*SOURCE DATA*
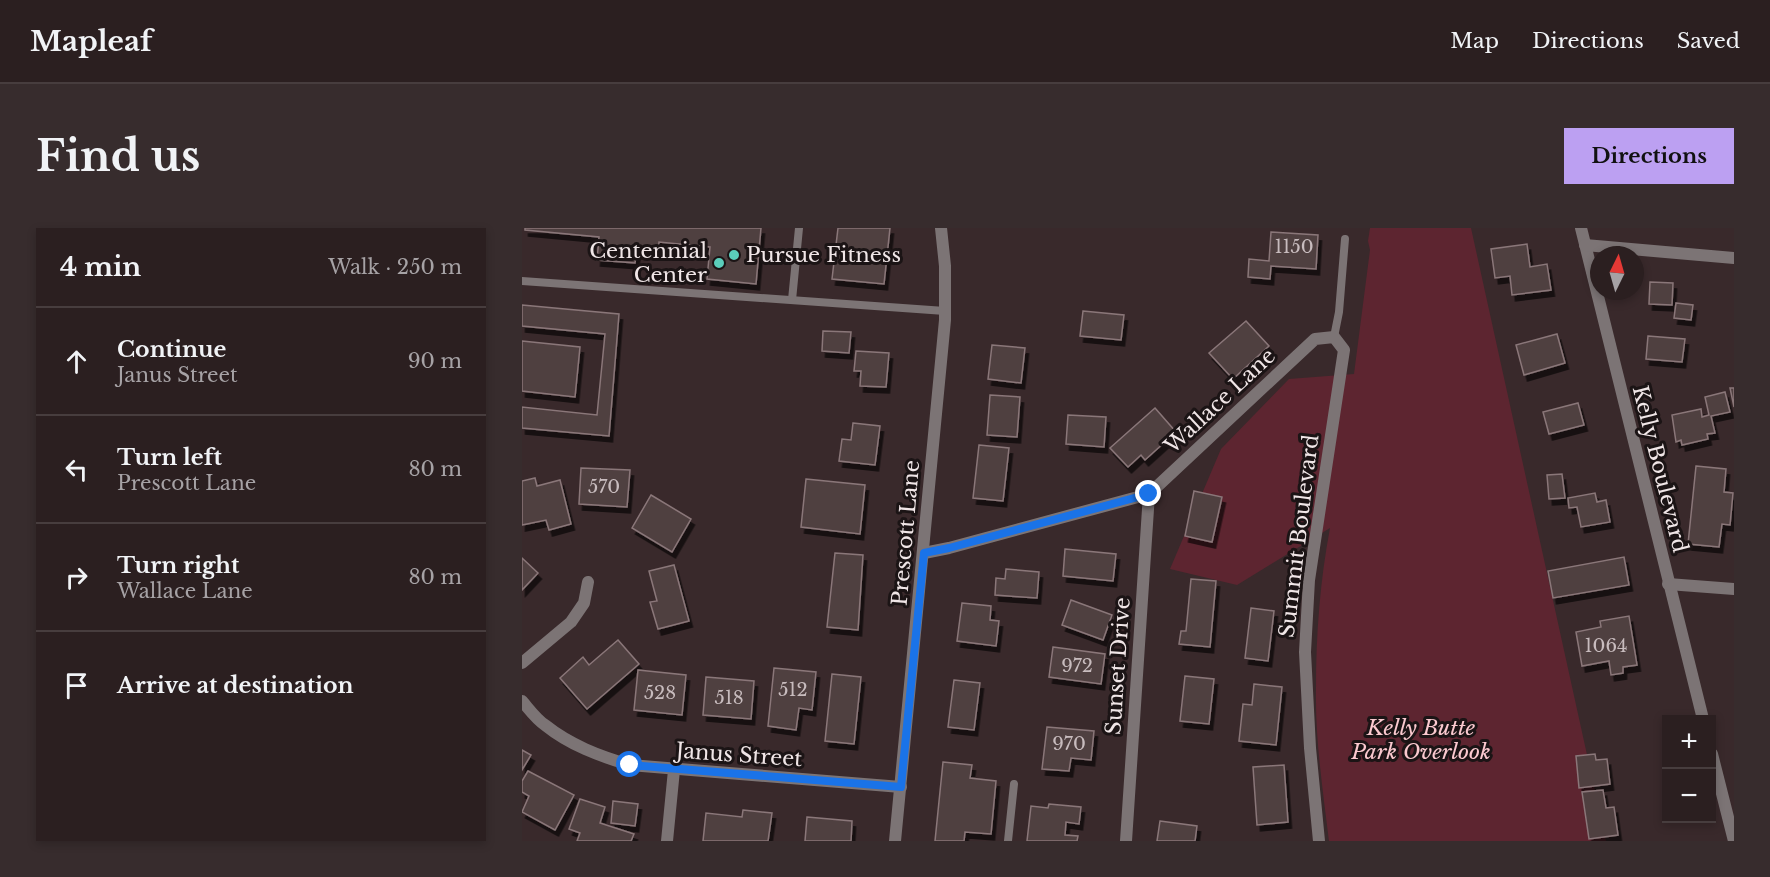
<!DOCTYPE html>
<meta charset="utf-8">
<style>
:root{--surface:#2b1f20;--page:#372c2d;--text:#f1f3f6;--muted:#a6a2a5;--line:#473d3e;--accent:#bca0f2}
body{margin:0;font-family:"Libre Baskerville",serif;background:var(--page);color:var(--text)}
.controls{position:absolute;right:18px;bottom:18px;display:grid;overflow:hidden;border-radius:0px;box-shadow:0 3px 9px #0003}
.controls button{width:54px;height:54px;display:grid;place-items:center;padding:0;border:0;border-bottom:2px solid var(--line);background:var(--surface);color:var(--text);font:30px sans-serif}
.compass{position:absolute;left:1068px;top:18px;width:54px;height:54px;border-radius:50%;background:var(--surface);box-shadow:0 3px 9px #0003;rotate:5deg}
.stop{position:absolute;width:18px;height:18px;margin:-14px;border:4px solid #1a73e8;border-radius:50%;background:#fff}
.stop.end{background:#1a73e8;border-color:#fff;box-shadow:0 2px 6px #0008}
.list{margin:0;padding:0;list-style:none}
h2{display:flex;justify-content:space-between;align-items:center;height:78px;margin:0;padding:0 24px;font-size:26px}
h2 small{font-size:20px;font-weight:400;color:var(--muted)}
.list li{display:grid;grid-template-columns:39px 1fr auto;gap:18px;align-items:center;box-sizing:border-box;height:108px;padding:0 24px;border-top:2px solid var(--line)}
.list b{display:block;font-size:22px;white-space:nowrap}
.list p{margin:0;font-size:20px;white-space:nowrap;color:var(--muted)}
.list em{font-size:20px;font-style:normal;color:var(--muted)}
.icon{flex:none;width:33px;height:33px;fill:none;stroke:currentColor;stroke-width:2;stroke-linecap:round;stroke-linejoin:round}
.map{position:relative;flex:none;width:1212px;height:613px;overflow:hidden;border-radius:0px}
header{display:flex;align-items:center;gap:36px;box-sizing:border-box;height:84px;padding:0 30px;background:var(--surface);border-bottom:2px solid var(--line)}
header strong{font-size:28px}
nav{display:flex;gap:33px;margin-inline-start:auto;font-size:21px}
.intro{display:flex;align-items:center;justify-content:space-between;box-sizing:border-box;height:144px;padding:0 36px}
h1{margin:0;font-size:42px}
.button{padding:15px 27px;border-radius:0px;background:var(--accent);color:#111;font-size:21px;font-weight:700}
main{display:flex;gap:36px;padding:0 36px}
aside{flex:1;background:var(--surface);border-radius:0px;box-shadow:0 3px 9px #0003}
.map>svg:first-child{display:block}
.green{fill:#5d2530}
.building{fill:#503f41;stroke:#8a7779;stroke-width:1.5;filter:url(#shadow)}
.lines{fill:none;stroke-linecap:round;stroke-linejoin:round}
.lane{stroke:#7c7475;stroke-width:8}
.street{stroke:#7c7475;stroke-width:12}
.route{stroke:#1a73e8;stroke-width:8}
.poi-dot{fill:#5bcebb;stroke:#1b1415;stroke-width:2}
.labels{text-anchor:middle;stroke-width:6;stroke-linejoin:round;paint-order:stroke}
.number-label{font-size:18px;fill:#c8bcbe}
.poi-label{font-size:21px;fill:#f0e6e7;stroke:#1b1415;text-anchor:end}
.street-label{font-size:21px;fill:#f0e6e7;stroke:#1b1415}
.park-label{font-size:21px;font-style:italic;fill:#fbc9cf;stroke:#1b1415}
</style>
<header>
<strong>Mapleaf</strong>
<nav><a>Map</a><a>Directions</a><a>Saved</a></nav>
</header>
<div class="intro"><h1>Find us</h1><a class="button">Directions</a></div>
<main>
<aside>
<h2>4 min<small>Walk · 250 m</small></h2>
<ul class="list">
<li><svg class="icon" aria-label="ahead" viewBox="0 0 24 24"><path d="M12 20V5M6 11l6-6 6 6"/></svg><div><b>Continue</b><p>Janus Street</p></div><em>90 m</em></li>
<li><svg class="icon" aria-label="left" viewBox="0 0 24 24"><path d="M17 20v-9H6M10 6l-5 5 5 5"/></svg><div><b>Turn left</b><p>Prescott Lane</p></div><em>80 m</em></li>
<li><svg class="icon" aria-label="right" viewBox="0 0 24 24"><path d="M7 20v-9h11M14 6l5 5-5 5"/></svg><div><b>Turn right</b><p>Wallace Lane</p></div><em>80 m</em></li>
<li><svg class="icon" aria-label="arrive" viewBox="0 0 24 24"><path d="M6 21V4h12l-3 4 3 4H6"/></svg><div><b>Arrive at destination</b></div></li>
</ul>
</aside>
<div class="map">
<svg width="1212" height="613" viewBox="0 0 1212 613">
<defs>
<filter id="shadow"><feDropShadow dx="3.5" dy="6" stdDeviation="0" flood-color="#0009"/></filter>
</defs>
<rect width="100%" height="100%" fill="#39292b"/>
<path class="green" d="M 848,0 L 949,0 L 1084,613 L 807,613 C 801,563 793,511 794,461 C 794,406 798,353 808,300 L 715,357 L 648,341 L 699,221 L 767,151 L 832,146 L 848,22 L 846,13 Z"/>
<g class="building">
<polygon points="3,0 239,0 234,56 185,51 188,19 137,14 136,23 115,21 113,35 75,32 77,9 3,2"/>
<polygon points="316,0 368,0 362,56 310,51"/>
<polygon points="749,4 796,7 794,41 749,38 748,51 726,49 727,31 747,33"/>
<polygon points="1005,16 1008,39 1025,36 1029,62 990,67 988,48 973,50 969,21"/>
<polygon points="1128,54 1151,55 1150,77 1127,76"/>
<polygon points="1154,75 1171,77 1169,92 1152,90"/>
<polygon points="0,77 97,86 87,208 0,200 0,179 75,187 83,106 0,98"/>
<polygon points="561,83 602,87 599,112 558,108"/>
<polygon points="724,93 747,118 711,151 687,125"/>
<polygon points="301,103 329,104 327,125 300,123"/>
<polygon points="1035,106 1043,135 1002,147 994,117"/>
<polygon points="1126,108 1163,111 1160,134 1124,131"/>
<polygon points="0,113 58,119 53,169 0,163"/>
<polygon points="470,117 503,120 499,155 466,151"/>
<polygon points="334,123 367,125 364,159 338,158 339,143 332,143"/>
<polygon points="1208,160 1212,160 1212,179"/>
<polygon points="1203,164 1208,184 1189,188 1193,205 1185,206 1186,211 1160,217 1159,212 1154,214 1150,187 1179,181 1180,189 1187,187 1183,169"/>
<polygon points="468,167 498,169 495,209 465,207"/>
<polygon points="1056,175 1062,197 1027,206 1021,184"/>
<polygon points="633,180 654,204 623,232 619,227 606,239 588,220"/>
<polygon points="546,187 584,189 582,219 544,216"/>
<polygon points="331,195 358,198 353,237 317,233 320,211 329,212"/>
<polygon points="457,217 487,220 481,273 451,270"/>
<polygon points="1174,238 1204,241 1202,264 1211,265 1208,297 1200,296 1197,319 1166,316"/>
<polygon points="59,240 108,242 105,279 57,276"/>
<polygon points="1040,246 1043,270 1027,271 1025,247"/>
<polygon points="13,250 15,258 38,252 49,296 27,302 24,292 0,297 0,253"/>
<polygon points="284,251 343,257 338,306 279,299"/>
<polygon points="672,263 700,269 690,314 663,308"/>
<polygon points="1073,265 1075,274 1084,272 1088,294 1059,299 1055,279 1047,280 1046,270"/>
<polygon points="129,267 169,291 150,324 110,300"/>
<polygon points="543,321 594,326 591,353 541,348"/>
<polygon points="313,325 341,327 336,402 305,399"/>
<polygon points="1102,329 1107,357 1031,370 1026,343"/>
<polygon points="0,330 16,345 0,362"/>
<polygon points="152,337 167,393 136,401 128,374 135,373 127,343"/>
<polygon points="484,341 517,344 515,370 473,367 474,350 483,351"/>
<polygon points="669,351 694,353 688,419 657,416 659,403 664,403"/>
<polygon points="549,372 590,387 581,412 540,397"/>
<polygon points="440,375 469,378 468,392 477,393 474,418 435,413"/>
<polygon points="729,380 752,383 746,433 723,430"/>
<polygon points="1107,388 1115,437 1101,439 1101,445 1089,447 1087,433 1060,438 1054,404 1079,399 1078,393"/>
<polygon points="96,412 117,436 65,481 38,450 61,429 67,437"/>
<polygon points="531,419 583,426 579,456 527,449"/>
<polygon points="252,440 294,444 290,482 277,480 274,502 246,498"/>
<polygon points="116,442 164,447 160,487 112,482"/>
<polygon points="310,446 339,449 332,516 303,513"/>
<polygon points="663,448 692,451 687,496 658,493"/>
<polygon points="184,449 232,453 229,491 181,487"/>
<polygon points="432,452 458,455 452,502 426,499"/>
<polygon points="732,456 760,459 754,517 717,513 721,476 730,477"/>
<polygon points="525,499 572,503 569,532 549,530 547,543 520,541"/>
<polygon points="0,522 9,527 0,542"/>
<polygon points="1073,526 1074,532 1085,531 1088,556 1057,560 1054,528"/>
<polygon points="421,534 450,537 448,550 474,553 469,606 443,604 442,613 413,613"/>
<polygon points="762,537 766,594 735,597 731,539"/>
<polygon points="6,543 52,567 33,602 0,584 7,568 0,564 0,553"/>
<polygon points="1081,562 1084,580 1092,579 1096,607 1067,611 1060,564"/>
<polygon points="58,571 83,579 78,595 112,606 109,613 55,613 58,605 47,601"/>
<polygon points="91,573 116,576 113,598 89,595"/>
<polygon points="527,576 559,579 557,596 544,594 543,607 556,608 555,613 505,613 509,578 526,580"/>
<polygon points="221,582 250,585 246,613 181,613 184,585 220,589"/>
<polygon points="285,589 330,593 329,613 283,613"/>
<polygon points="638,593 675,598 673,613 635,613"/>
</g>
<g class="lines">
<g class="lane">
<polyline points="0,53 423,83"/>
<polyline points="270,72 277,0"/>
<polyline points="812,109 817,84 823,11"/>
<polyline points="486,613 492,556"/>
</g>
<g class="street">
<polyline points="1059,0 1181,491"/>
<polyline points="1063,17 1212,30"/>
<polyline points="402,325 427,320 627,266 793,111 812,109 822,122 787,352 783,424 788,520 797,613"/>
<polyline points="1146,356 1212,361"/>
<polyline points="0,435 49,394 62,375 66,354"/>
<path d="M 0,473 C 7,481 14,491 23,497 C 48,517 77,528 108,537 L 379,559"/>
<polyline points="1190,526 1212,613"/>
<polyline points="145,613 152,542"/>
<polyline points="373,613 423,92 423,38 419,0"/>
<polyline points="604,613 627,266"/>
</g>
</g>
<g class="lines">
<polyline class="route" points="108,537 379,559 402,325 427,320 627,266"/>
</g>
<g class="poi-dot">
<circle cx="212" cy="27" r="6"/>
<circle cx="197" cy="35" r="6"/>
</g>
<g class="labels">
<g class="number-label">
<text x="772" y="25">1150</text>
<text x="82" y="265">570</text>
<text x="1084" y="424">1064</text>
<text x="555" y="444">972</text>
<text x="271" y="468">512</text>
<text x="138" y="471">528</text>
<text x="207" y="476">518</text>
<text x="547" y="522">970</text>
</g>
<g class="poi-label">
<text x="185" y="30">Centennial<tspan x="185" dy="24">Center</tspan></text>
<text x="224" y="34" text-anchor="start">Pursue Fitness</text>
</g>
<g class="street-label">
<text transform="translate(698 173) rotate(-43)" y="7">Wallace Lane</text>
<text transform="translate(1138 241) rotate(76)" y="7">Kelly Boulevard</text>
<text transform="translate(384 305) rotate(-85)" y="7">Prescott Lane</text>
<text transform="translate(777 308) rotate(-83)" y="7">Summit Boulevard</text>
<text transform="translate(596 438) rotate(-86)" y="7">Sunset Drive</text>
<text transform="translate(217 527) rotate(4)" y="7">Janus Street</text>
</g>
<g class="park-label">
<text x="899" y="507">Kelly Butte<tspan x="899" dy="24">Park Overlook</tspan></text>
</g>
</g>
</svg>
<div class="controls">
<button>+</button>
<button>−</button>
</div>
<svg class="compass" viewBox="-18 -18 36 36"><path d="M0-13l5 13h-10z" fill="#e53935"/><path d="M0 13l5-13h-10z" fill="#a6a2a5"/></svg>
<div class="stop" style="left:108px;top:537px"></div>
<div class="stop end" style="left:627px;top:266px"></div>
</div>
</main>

*EXERCISE AIM*
Looking through the records, copy out every line in which the word "linecap" is found.

*WRITTEN SOLUTION*
.icon{flex:none;width:33px;height:33px;fill:none;stroke:currentColor;stroke-width:2;stroke-linecap:round;stroke-linejoin:round}
.lines{fill:none;stroke-linecap:round;stroke-linejoin:round}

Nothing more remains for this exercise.